Power vs. Privacy: Landowner Sues Game Wardens, Challenges Property Intrusion

 

“Why don’t you give me your gun and I’ll unload it?”

Standing in the middle of his own farm property, Tom Manuel’s body bristled at a question laced with direction from an armed game warden who possessed no search warrant or probable cause.

“No sir. I’m not giving you my gun,” Manuel answered. “This is my land. This is my rifle. I have every right to it.”

Welcome to a fundamental property rights battle taking place across the United States. Government officials, at both the state and federal levels, claim power over entrance, exit, searches, and surveillance on private land—all without warrant, cause, reasonable suspicion, or Fourth Amendment restrictions. 

Stemming from the Open Fields doctrine, a century-old Supreme Court ruling, government officials including wildlife agents, environmental inspectors, immigration officials, and other agency reps, have unbounded access to private land with no restrictions on time, frequency, duration, or scope.

Represented by Institute for Justice, Manuel has filed a lawsuit to end warrantless intrusions in Louisiana, the fourth state after Tennessee, Pennsylvania, and Virginia to see recent challenges to the Open Fields doctrine. “Think about where we are,” he says. “With absolutely no warrant or reason, the government can enter your property and stop you, spy on you, search you, and stay as long as they like—and we’re supposed to accept that as constitutional. Something has gone way, way off in this country.”...more


The article gives this background on the "open fields doctrine."

Per the Fourth Amendment, passed as part of the Bill of Rights in 1791, Americans rely on a guarantee of security in their “persons, houses, papers, and effects, against unreasonable searches and seizures.” However, the federal government contends Fourth Amendment protections do not extend to land.

“What happened to our state constitutions and the Constitution?” Manuel asks. “I’m supposed to pretend the law allows government officials to enter private land, stay as long as they want, use drones, use night vision, use cameras, and whatever other activity they choose, all without any approval from a judge or a warrant or cause? Who in the heck believes that’s justified by Open Fields?

In 1924, SCOTUS birthed the Open Fields framework in a Prohibition-era case involving illegal liquor, Hester v. United States, and declared: “the special protection accorded by the Fourth Amendment to the people in their ‘persons, houses, papers, and effects,’ is not extended to the open fields.”
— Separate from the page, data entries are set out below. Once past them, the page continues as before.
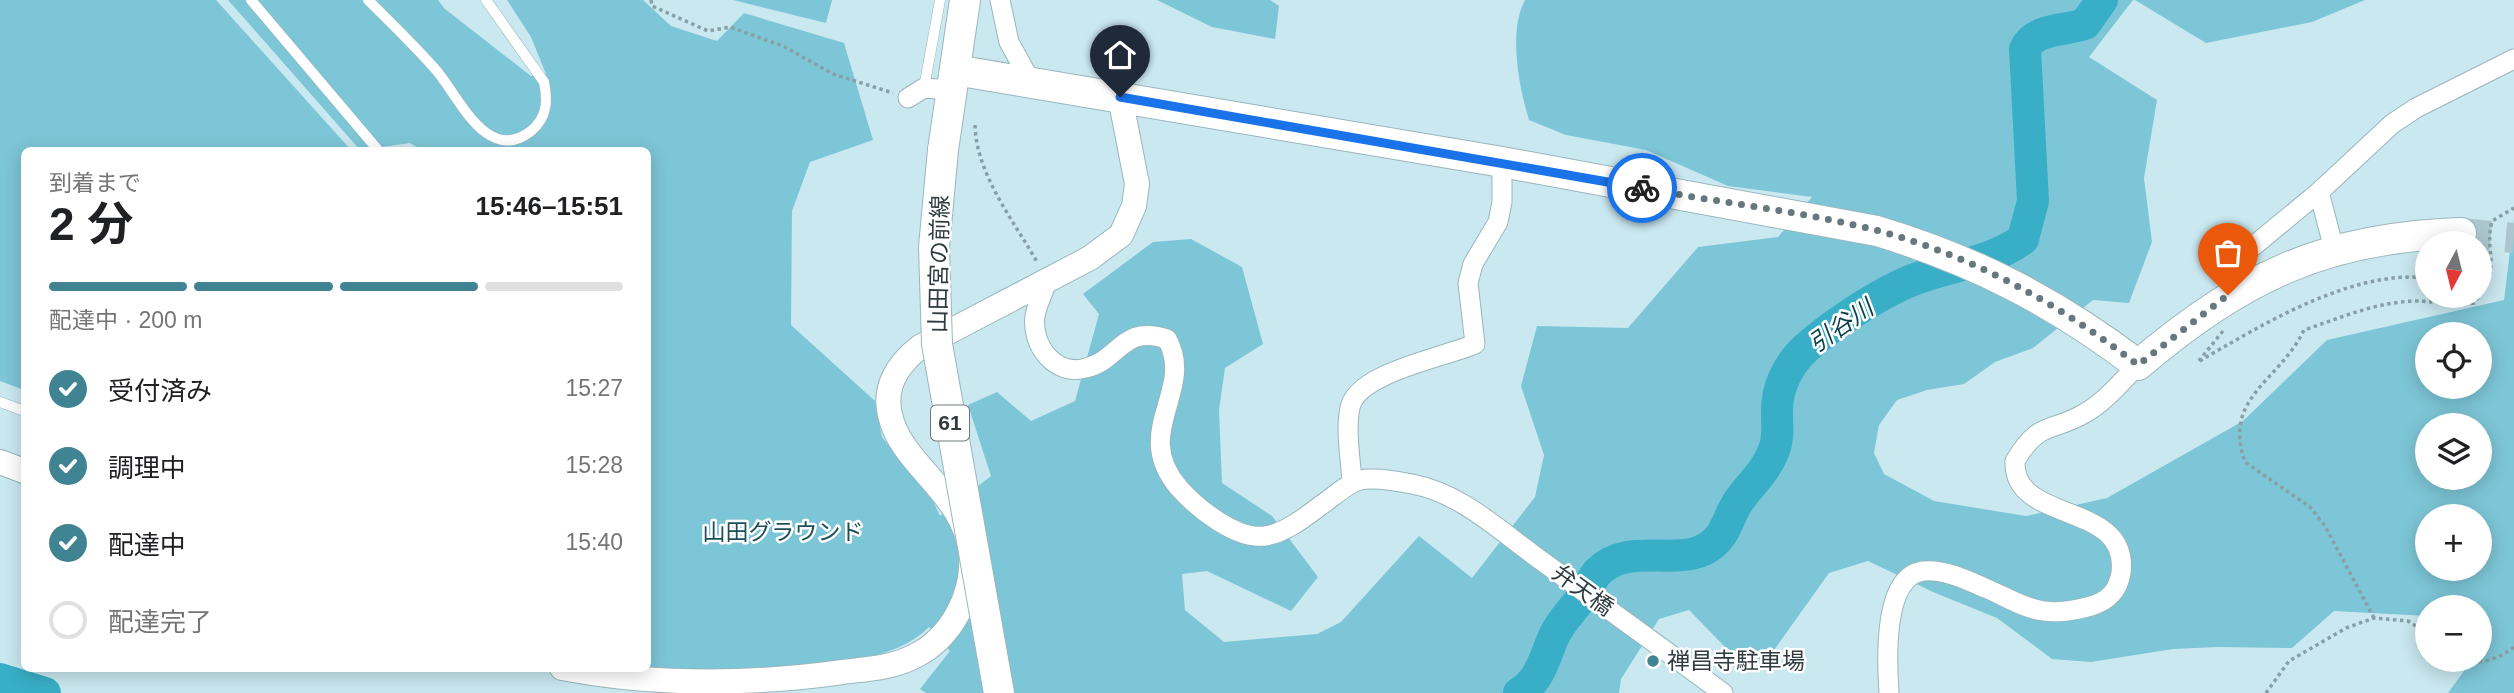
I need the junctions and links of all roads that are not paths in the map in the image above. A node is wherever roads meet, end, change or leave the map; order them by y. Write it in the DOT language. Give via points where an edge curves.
graph roads {
  1 [pos="251,0"];
  2 [pos="368,0"];
  3 [pos="486,0"];
  4 [pos="940,0"];
  5 [pos="965,0"];
  6 [pos="1000,0"];
  7 [pos="2514,59"];
  8 [pos="1031,82"];
  9 [pos="935,86"];
  10 [pos="1120,97"];
  11 [pos="376,147"];
  12 [pos="1502,162"];
  13 [pos="2319,192"];
  14 [pos="2415,237"];
  15 [pos="2334,249"];
  16 [pos="2228,267"];
  17 [pos="1047,280"];
  18 [pos="2138,365"];
  19 [pos="0,402"];
  20 [pos="21,410"];
  21 [pos="0,462"];
  22 [pos="21,470"];
  23 [pos="1352,483"];
  24 [pos="586,672"];
  25 [pos="999,693"];
  26 [pos="1723,693"];
  27 [pos="1889,693"];
  1 -- 11 [label="lane"];
  2 -- 3 [label="lane" via="438,72 481,130 506,139 519,138 538,124 548,98 544,82"];
  4 -- 9 [label="lane"];
  5 -- 9 [label="main road, 山田宮の前線 / 61"];
  6 -- 8 [label="street" via="1009,42"];
  7 -- 13 [label="street" via="2392,124"];
  8 -- 9 [label="main road"];
  8 -- 10 [label="main road"];
  9 -- 25 [label="main road, 山田宮の前線 / 61, bridge" via="943,150 934,247 937,344"];
  10 -- 12 [label="main road"];
  10 -- 17 [label="street" via="1137,184 1132,213 1121,235 1107,248"];
  12 -- 18 [label="main road" via="1877,231 1932,248 2033,294"];
  12 -- 23 [label="street" via="1498,222 1468,283 1475,344 1375,379 1354,395 1349,417"];
  13 -- 15 [label="street"];
  13 -- 16 [label="street"];
  14 -- 15 [label="main road"];
  15 -- 18 [label="main road" via="2228,295"];
  17 -- 23 [label="street" via="1035,317 1036,330 1044,353 1056,365 1089,368 1148,333 1167,339 1176,355 1175,379 1161,420 1160,451 1178,486 1198,506 1247,535 1262,537 1292,525"];
  17 -- 24 [label="street" via="920,346 903,361 891,384 889,412 896,431 959,515 971,554 971,579 958,614 924,651 881,667 755,682"];
  18 -- 27 [label="street" via="2082,415 2043,428 2015,461 2018,484 2026,492 2088,520 2114,540 2121,571 2113,594 2089,607 2045,611 1958,577 1924,571 1912,574 1903,582 1886,649"];
  19 -- 20 [label="lane"];
  21 -- 22 [label="street"];
  23 -- 26 [label="street, 弁天橋" via="1375,480 1440,492"];
}
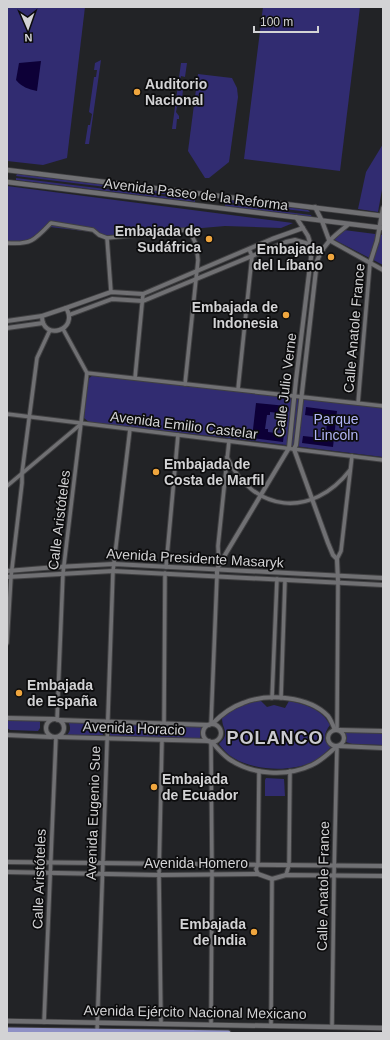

Doubling down in 1984, SCOTUS added weight to the Open Fields doctrine in a marijuana case, Oliver v. United States.

For a more extensive discussion of the doctrine go to this page of the Legal Information Institute's website.  

For a critique of the current doctrine, go to this page of the Institute for Justice's website.



1 comment:

Floyd Rathbun said...

There are several other special benefits related to Open Fields
One of those is the federal inclusion of state officials, usually Fish and Game employees, in federal raids when the federal presence by itself lacks personal and subject matter jurisdiction. Federal agents have learned to graft their agency onto legitimate local/state jurisdiction because they lack authority to act as law enforcement in the absence of a cession of jurisdiction from a given state.

That jurisdiction question along with the Chevron Deference doctrine all need to be tossed in the same scrap bin with open fields.